> [Assignment]: Within the material below, how many lines carry the word "Motorway"? State only the number.

> [Data]:
────────────────────────────────────────
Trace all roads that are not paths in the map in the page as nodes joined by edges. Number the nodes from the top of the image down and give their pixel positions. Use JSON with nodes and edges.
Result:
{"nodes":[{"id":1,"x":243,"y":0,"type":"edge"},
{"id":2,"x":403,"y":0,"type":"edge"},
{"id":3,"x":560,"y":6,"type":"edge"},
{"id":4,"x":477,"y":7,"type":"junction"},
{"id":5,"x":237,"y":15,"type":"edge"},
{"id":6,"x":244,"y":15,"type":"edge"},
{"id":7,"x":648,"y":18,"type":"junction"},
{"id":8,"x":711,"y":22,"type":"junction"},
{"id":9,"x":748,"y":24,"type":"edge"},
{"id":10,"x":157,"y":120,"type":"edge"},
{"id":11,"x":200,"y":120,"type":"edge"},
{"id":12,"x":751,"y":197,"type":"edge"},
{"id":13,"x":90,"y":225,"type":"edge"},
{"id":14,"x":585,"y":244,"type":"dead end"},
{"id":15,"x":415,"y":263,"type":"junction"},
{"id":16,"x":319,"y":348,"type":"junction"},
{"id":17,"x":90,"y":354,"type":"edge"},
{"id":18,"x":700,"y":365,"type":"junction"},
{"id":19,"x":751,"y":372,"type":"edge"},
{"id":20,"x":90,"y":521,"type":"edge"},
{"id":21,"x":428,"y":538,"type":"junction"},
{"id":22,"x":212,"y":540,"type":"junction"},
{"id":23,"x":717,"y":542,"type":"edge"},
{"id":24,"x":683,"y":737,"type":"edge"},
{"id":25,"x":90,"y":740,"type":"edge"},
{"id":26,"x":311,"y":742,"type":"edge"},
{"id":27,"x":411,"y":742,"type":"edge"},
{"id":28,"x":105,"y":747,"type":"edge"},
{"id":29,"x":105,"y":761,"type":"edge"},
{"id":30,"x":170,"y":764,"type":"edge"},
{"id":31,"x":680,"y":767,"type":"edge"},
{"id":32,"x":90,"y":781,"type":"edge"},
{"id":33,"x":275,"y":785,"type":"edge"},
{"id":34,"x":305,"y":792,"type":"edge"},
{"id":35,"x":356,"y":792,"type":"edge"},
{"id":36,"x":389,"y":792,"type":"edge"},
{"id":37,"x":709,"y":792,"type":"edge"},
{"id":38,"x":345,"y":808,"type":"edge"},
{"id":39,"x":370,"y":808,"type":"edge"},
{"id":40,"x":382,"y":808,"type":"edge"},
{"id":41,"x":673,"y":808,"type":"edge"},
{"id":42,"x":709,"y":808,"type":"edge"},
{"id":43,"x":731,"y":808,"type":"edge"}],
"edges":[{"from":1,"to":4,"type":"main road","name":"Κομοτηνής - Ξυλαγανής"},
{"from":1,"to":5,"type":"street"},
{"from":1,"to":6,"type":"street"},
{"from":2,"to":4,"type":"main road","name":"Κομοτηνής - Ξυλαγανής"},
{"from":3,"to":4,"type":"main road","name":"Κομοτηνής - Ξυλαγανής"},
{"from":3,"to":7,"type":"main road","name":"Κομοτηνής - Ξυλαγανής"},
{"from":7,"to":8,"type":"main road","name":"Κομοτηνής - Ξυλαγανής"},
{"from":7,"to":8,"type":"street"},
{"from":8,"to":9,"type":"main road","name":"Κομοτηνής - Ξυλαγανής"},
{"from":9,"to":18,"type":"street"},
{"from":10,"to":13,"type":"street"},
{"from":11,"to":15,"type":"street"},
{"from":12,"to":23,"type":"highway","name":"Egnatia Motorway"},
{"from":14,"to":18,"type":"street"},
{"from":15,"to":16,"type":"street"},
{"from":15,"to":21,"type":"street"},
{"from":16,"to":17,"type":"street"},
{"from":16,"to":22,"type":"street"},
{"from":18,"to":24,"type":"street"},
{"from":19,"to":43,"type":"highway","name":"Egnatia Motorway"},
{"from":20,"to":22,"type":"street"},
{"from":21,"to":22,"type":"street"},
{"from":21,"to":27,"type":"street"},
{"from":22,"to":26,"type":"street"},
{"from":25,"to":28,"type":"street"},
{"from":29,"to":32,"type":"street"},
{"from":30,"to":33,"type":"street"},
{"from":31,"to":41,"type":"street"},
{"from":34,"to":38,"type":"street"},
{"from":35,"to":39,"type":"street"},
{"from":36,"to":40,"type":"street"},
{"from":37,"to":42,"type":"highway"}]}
────────────────────────────────────────
> [Result of the task]: 2